Provided records
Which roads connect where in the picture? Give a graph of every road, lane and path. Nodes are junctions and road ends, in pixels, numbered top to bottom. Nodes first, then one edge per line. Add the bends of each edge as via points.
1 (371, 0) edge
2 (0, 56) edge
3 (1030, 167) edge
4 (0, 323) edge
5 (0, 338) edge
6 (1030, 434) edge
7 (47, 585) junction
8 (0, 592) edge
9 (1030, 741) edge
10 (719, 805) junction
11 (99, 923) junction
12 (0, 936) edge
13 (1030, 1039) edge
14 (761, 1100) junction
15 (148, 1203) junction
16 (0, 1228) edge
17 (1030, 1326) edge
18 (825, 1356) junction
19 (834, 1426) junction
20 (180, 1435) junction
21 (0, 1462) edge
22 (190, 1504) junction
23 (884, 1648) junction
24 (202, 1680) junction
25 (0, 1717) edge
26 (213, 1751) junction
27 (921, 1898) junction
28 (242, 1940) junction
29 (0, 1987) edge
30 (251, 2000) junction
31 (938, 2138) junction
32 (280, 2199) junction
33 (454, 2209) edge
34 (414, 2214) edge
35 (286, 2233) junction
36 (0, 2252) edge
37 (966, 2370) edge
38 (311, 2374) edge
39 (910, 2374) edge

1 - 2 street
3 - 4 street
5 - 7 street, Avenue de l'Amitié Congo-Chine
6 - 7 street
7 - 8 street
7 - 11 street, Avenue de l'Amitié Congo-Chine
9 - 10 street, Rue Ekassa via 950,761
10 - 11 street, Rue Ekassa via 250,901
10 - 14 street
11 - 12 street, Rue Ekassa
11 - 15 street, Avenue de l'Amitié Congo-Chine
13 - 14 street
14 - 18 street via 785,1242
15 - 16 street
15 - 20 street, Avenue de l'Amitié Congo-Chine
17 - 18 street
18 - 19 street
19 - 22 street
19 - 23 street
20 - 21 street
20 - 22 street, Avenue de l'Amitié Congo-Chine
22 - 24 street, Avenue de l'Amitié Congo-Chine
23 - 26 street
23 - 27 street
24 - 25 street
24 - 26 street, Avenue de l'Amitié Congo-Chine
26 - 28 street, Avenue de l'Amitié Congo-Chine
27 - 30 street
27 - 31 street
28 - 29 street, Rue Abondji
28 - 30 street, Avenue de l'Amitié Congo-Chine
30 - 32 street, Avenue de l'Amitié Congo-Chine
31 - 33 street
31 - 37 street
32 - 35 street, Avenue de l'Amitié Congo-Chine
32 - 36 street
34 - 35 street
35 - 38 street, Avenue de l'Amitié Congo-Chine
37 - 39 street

Aim of the task
The answer must be every line of the data that holds the word "Amitié".

Written solution
5 - 7 street, Avenue de l'Amitié Congo-Chine
7 - 11 street, Avenue de l'Amitié Congo-Chine
11 - 15 street, Avenue de l'Amitié Congo-Chine
15 - 20 street, Avenue de l'Amitié Congo-Chine
20 - 22 street, Avenue de l'Amitié Congo-Chine
22 - 24 street, Avenue de l'Amitié Congo-Chine
24 - 26 street, Avenue de l'Amitié Congo-Chine
26 - 28 street, Avenue de l'Amitié Congo-Chine
28 - 30 street, Avenue de l'Amitié Congo-Chine
30 - 32 street, Avenue de l'Amitié Congo-Chine
32 - 35 street, Avenue de l'Amitié Congo-Chine
35 - 38 street, Avenue de l'Amitié Congo-Chine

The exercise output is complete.